In the 1970s, Warhol’s interest in dogs grew as he became the owner of a shorthaired dachshund named Archie, and a few years later, Amos. In 1976, Peter Grant commissioned Warhol to paint his cocker spaniel named Ginger. Warhol produced two paintings and one drawing of Ginger. Grant, thrilled with the outcome, had suggested Warhol do a whole series of cats and dogs. And the artist did just that.
Warhol worked from photographs to create his paintings. However, cats and dogs, not known for their ability to sit still when required, did not make for the best of models; thus, Warhol included taxidermied animals as the subjects of some of the works in his series. Cecil, of the painting Cats and Dogs (Cecil), 1976, was one such example.
A collector of taxidermy, Warhol purchased the stuffed Great Dane from an antique dealer in the late 1960s, who claimed that the dog had belonged to Hollywood movie mogul Cecil B. DeMille, after whom the dog was named. In actuality, the dog was once named Ador Tipp Topp. Having won many competitions, including a blue ribbon in Westminster, the dog was stuffed upon passing and became part of the Dog Hall of Fame at Yale University's Peabody Museum.
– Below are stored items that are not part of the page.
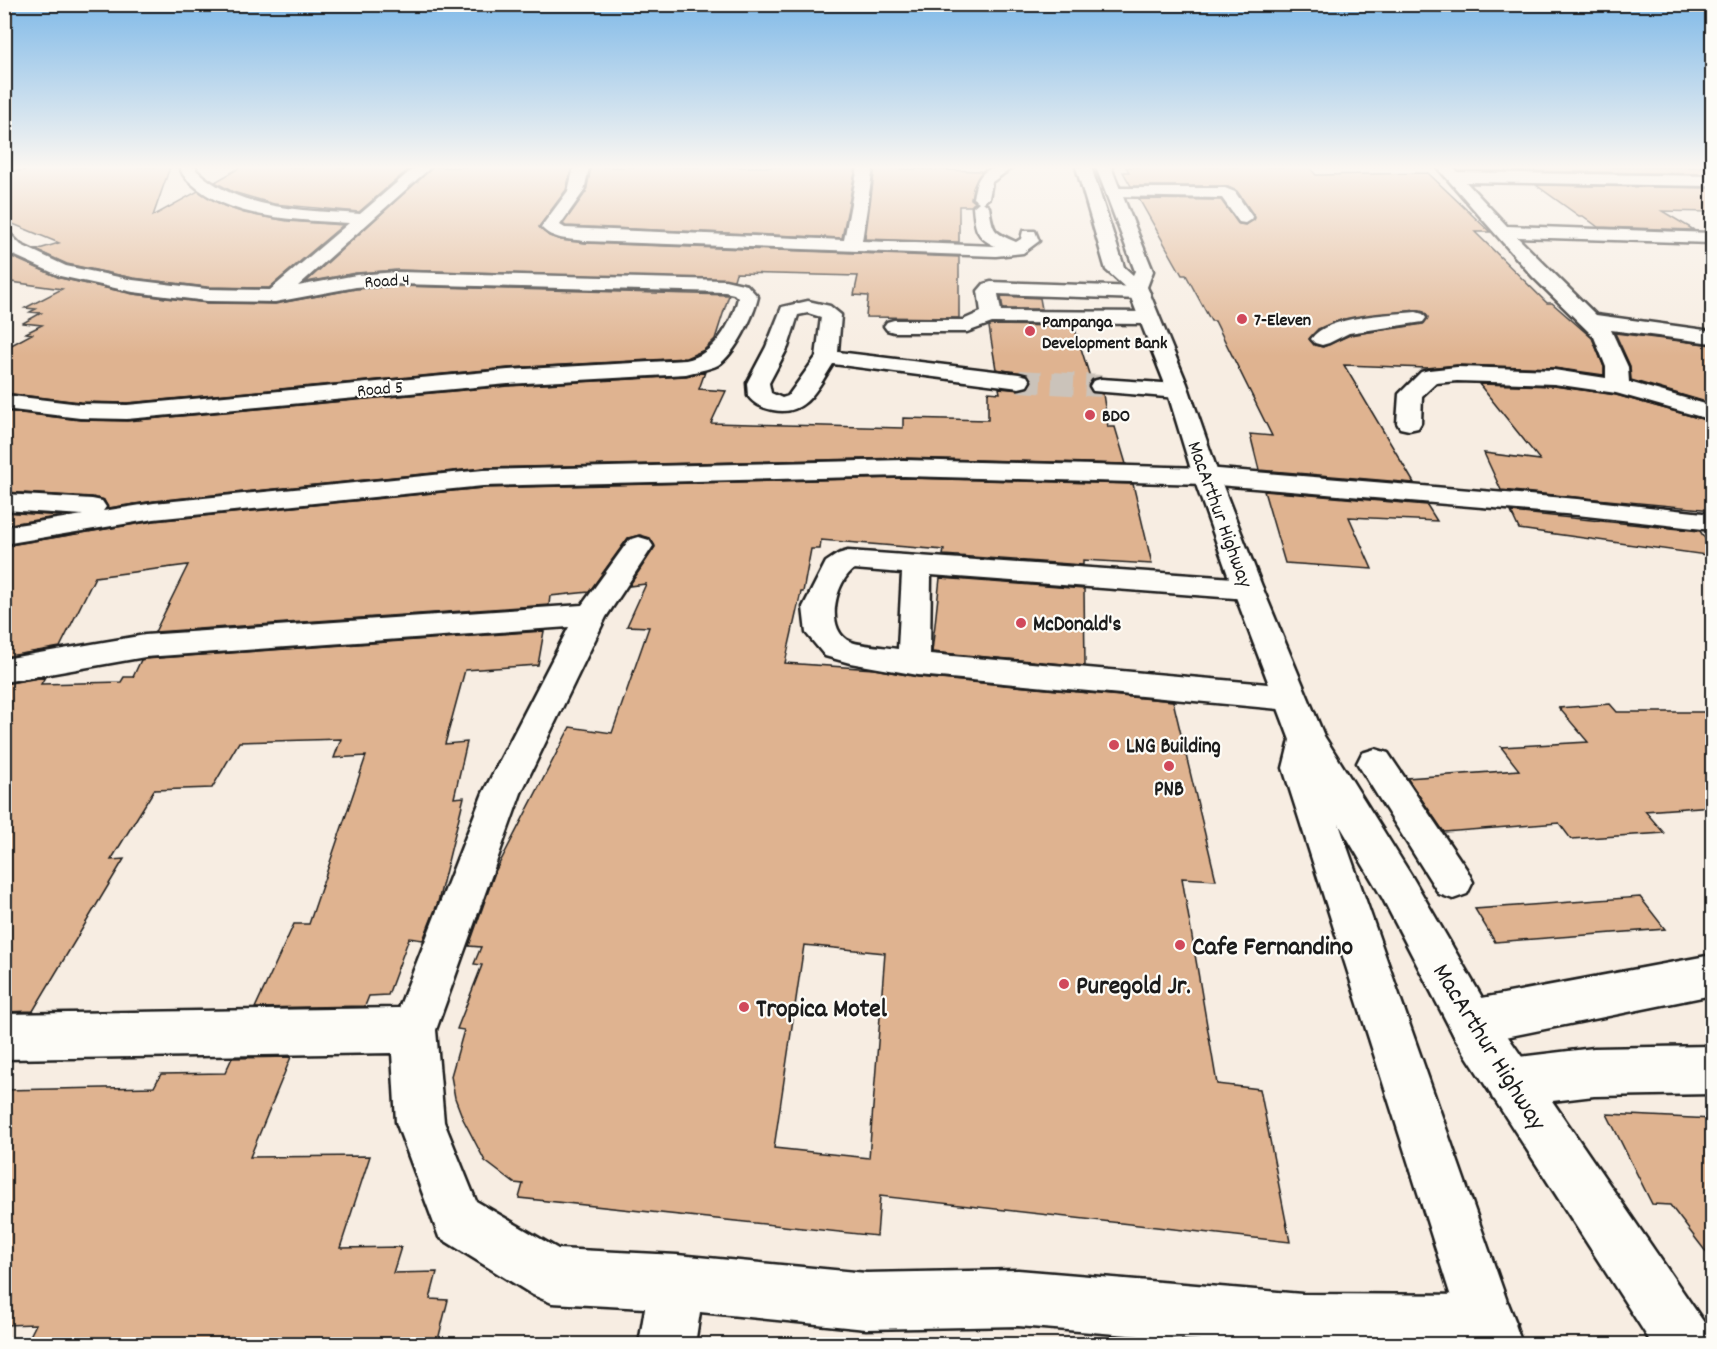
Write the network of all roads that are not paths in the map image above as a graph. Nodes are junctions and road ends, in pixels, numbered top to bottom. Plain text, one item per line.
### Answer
1 (351, 230) edge
2 (555, 230) edge
3 (855, 230) edge
4 (984, 230) edge
5 (1103, 230) edge
6 (1128, 230) edge
7 (1503, 231) joint
8 (4, 238) edge
9 (1705, 238) edge
10 (852, 245) junction
11 (1713, 248) edge
12 (1138, 290) junction
13 (275, 296) junction
14 (992, 317) junction
15 (1149, 318) junction
16 (1416, 318) dead end
17 (1591, 321) junction
18 (736, 324) joint
19 (894, 326) dead end
20 (1713, 337) edge
21 (1322, 339) dead end
22 (827, 357) dead end
23 (1019, 381) tunnel mouth
24 (1101, 386) tunnel mouth
25 (1618, 386) junction
26 (1178, 391) junction
27 (4, 402) edge
28 (1713, 413) edge
29 (1409, 423) dead end
30 (1206, 476) junction
31 (4, 502) edge
32 (154, 511) junction
33 (1713, 522) edge
34 (4, 536) edge
35 (639, 546) dead end
36 (917, 565) junction
37 (1248, 589) junction
38 (591, 615) junction
39 (918, 664) junction
40 (4, 671) edge
41 (1290, 698) junction
42 (1308, 740) junction
43 (1375, 763) dead end
44 (1453, 882) dead end
45 (1713, 975) edge
46 (1471, 1022) junction
47 (412, 1030) junction
48 (4, 1036) edge
49 (1713, 1070) edge
50 (1510, 1082) junction
51 (677, 1282) junction
52 (1491, 1334) edge
53 (667, 1344) edge
54 (1684, 1344) edge

1 - 13 main road
2 - 10 main road
3 - 10 main road
4 - 10 main road
5 - 12 main road
6 - 12 main road, MacArthur Highway
7 - 9 main road
7 - 17 main road
8 - 13 main road, Road 4
9 - 11 main road
12 - 14 main road
12 - 15 main road, MacArthur Highway
13 - 18 main road, Road 4
14 - 15 main road
14 - 19 main road
15 - 26 main road, MacArthur Highway
16 - 21 main road
17 - 20 main road
17 - 25 main road
18 - 27 main road, Road 5
22 - 23 main road
24 - 26 main road
25 - 28 main road
25 - 29 main road
26 - 30 main road, MacArthur Highway
30 - 32 main road
30 - 33 main road
30 - 37 main road, MacArthur Highway
31 - 32 main road
32 - 34 main road
35 - 38 main road
36 - 37 main road
36 - 39 main road
36 - 39 main road
37 - 41 main road, MacArthur Highway
38 - 40 main road
38 - 47 main road
39 - 41 main road
41 - 42 main road, MacArthur Highway
42 - 46 main road, MacArthur Highway
42 - 52 main road
43 - 44 main road
45 - 46 main road
46 - 50 main road, MacArthur Highway
47 - 48 main road
47 - 51 main road
49 - 50 main road
50 - 54 main road, MacArthur Highway
51 - 52 main road
51 - 53 main road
The museum closed in 1964 its collection moved into storage or sold. Ador Tipp Topp’s fate was the latter; he was sold for about 10 dollars to some students at Yale. Eventually he found his way to the antique dealer that would go on to sell him to Andy Warhol under the claim that the dog had once belonged to Cecil B. DeMille. From 1969 to 1987, Cecil stood guard at the entrance of The Factory, Andy Warhol’s New York studio.